Listed records:

****************************************

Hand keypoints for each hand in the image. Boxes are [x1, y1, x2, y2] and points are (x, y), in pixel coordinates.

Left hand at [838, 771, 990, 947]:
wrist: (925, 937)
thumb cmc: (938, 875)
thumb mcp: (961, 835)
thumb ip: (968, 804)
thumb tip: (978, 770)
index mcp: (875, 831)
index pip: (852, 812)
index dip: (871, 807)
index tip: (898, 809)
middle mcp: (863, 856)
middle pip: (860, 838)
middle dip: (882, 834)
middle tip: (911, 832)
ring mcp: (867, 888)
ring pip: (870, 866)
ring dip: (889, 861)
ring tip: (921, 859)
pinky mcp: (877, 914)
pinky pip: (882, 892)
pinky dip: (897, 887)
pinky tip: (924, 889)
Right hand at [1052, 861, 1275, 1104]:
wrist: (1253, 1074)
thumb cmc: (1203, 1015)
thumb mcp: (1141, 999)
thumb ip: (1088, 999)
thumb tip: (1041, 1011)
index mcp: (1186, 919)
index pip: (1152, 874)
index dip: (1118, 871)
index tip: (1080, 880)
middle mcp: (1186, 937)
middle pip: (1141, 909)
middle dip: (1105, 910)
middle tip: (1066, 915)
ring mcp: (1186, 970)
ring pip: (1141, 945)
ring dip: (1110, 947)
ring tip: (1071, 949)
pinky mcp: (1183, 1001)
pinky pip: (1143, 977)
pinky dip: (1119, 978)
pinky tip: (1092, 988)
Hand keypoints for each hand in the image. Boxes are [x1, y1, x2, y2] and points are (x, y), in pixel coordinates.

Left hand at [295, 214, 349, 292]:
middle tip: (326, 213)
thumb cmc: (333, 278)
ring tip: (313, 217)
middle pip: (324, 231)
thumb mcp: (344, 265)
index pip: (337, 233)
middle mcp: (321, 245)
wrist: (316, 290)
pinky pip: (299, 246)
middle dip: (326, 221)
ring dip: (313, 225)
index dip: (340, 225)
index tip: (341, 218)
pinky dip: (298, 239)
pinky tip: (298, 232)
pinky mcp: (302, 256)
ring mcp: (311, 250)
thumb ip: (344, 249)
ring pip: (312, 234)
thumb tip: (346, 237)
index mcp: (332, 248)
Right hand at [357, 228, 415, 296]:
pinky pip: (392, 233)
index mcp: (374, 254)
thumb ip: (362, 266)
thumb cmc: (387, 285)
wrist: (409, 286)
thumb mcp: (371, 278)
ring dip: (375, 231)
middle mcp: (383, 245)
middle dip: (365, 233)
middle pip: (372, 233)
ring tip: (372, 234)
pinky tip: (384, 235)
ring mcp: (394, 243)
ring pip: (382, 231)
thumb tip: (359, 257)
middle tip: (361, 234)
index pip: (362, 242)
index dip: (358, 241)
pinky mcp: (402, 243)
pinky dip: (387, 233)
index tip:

****************************************

Task prompt: Produce a precise copy of all the material above.

Expected answer:
Hand keypoints for each hand in the image. Boxes are [x1, y1, x2, y2] and points are (x, y), in pixel coordinates.

Left hand at [838, 771, 990, 947]:
wrist: (925, 937)
thumb cmc: (938, 875)
thumb mcp: (961, 835)
thumb ip: (968, 804)
thumb tip: (978, 770)
index mcp: (875, 831)
index pip: (852, 812)
index dip: (871, 807)
index tip: (898, 809)
middle mcp: (863, 856)
middle pip: (860, 838)
middle dip: (882, 834)
middle tip: (911, 832)
ring mcp: (867, 888)
ring pip: (870, 866)
ring dip: (889, 861)
ring tip: (921, 859)
pinky mcp: (877, 914)
pinky pip: (882, 892)
pinky dip: (897, 887)
pinky tip: (924, 889)
Right hand at [1052, 861, 1275, 1104]:
wrist: (1253, 1074)
thumb cmc: (1203, 1015)
thumb mcp: (1141, 999)
thumb ip: (1088, 999)
thumb tip: (1041, 1011)
index mcp: (1186, 919)
index pip: (1152, 874)
index dip: (1118, 871)
index tip: (1080, 880)
middle mcp: (1186, 937)
middle pip: (1141, 909)
middle dip: (1105, 910)
middle tip: (1066, 915)
ring mcp: (1186, 970)
ring pip: (1141, 945)
ring dip: (1110, 947)
ring tip: (1071, 949)
pinky mcp: (1183, 1001)
pinky pip: (1143, 977)
pinky dip: (1119, 978)
pinky tip: (1092, 988)
Hand keypoints for each hand in the image. Boxes are [x1, y1, x2, y2] and points are (x, y), in pixel coordinates.

Left hand at [295, 214, 349, 292]:
middle tip: (326, 213)
thumb cmc: (333, 278)
ring tip: (313, 217)
middle pip: (324, 231)
thumb mcp: (344, 265)
index pip: (337, 233)
middle mcp: (321, 245)
wrist: (316, 290)
pinky pip: (299, 246)
middle dip: (326, 221)
ring dip: (313, 225)
index dip: (340, 225)
index tip: (341, 218)
pinky dip: (298, 239)
pinky tip: (298, 232)
pinky mcp: (302, 256)
ring mcp: (311, 250)
thumb ip: (344, 249)
ring pip: (312, 234)
thumb tip: (346, 237)
index mcp: (332, 248)
Right hand at [357, 228, 415, 296]:
pinky pip: (392, 233)
index mcp: (374, 254)
thumb ip: (362, 266)
thumb cmc: (387, 285)
wrist: (409, 286)
thumb mcp: (371, 278)
ring dip: (375, 231)
middle mcp: (383, 245)
middle dip: (365, 233)
middle pip: (372, 233)
ring tip: (372, 234)
pinky tip: (384, 235)
ring mcp: (394, 243)
ring pip: (382, 231)
thumb tip: (359, 257)
middle tip: (361, 234)
index pip: (362, 242)
index dip: (358, 241)
pinky mcp: (402, 243)
pinky dip: (387, 233)
index tip:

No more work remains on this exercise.